Forget “Hot Fuzz” (my review forthcoming), forget “Grindhouse,” forget “300,” and forget “TMNT” (Yes, I intend to see that), one of the more unnoticed films I’m dying to watch this year is the musical “Across the Universe.”
I’ve been looking forward to it for a good while now, but after finally viewing the full trailer on cable, I found myself rather giddy, I’ll admit. Slightly similar to Baz Lurhmann’s “Moulin Rouge,” the upcoming musical takes pre-established classic songs and formats them as numbers during the musical.
“Across the Universe” takes the weighty task of grabbing a large list of songs from “The Beatles” and arranging them to fit the story of free love, and romance in the sixties era.
Now sure, there have been many experiences that have accomplished the task, particularly the “Love” album from Cirque De Soleil, which remixes and combines many of the Beatles classics to form one of the best albums I’ve heard in years, but “Across the Universe” looks like it may actually be a hell of a musical.

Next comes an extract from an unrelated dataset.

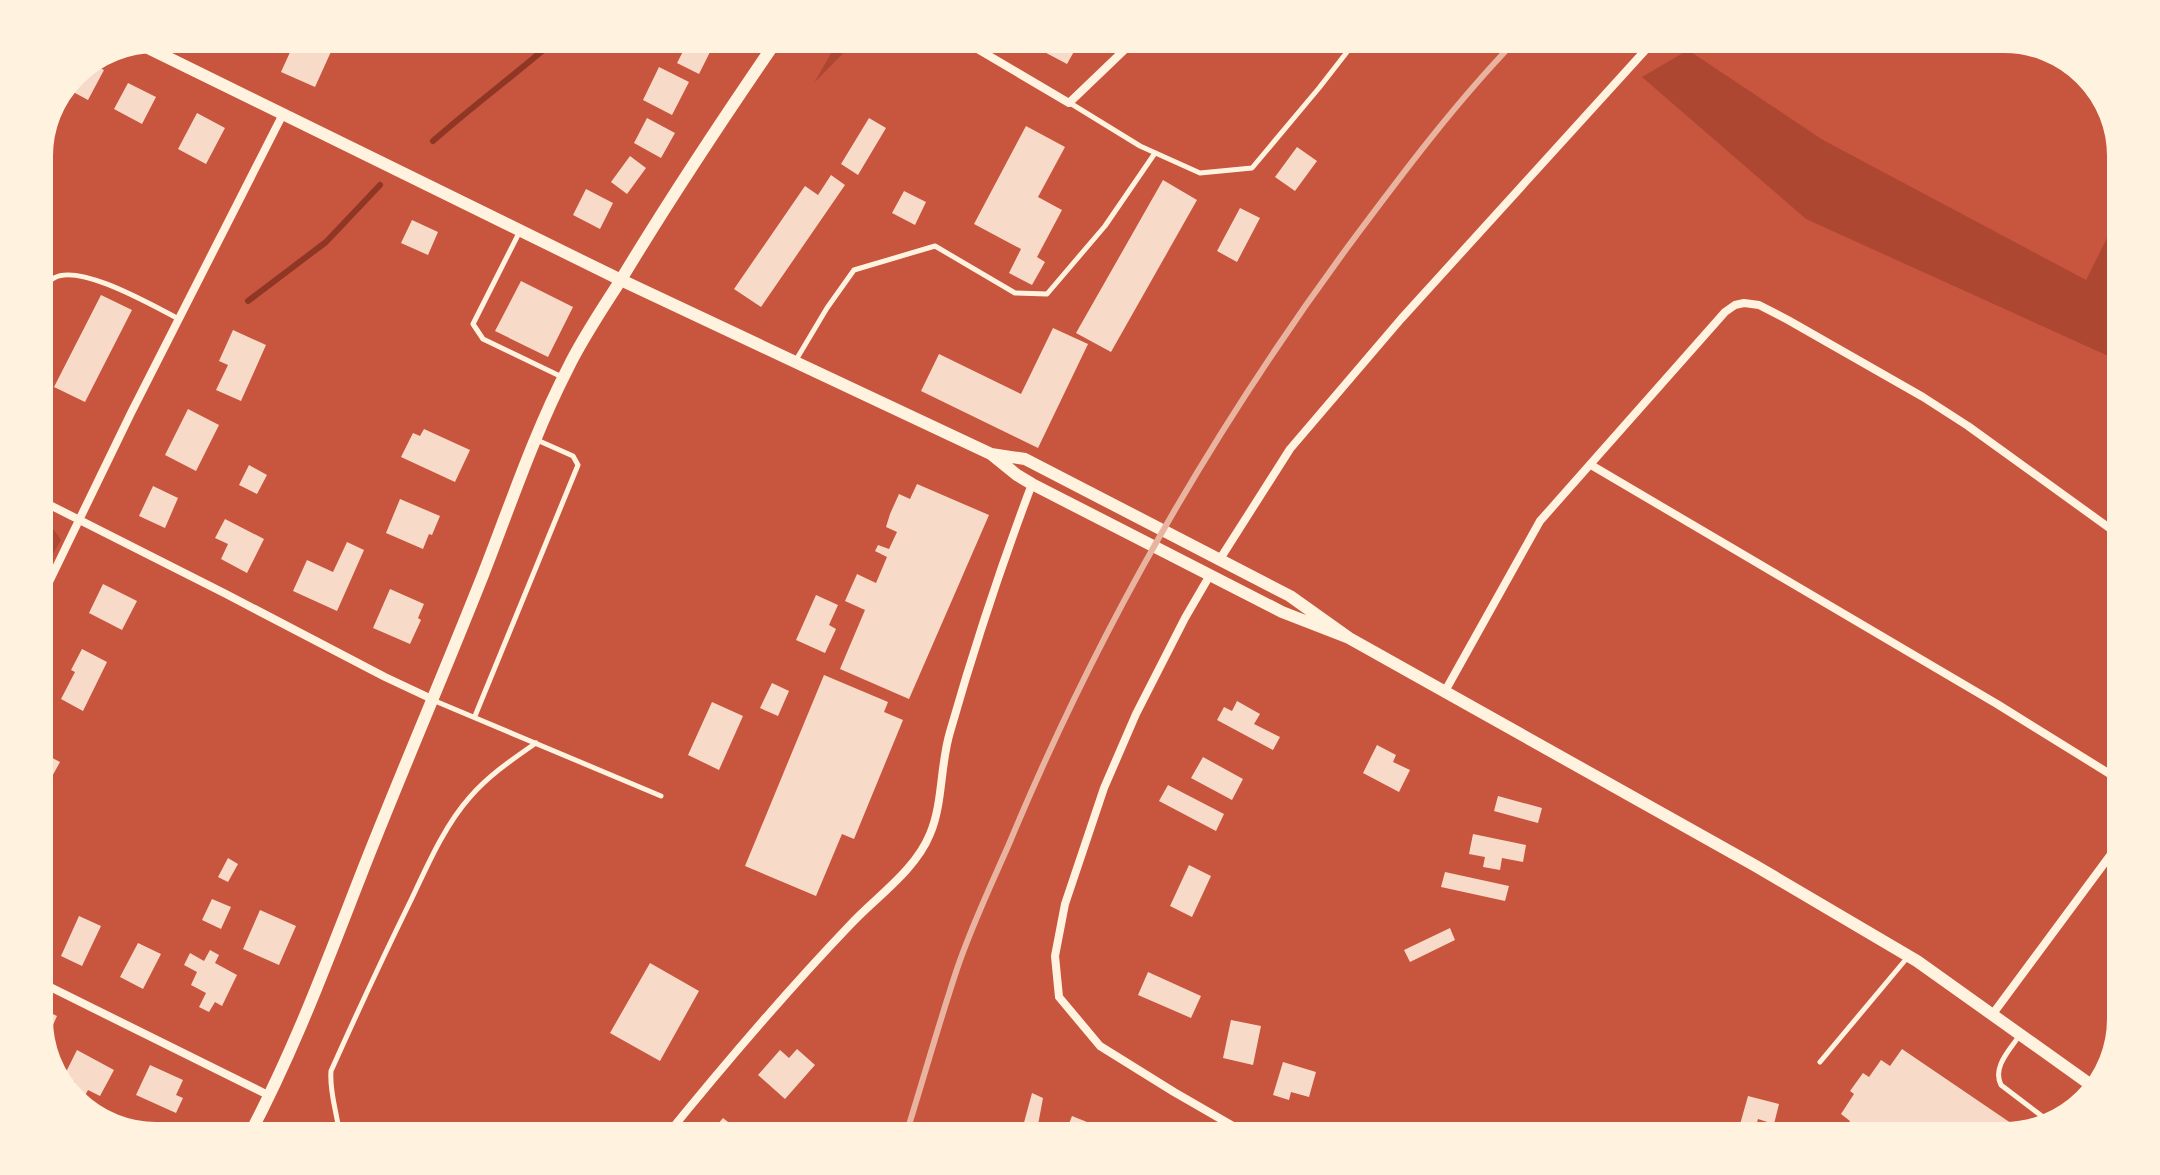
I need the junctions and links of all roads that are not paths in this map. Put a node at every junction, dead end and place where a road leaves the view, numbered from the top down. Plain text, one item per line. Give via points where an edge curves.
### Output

This is probably my fourth entry on the blogs writing about The Beatles, but goddamnit, I just love the band. Seconded to Zeppelin, I find myself often intrigued by this foursome whose music stays with me for days on end.
From the opening of “Girls” being sung by star Sturgess, I was hooked. Living through the times of the Vietnam war, as a hippie, and romancing a woman named Lucy played by the always good Evan Rachel Wood, “Across the Universe” looks like a mixture of “Moulin Rouge” a la Pink Floyd with a likely trippy series of visuals director Julie Taymor sold me on, immediately.
The Beatles music always seems to tell a story of its own, garnering conversation, and “Across the Universe” seems to have the right idea. Even if its doomed to be a limited release, or a wide release I’m still compelled to see what’s in store for us.
Sure, “Across the Universe” is everything the Beatles were trying to stray from. Commercialism, exploitation, and using the music to sell a product, but the trailer is still so damn entertaining, in the end. I just can’t deny it. And the film pales in comparison to using “Getting Better” to sell TV’s.
With any luck, I won’t regret spending money on the ticket for this. Come September, I’ll see if my expectations are met with a thrill, or more disappointment. I can wish.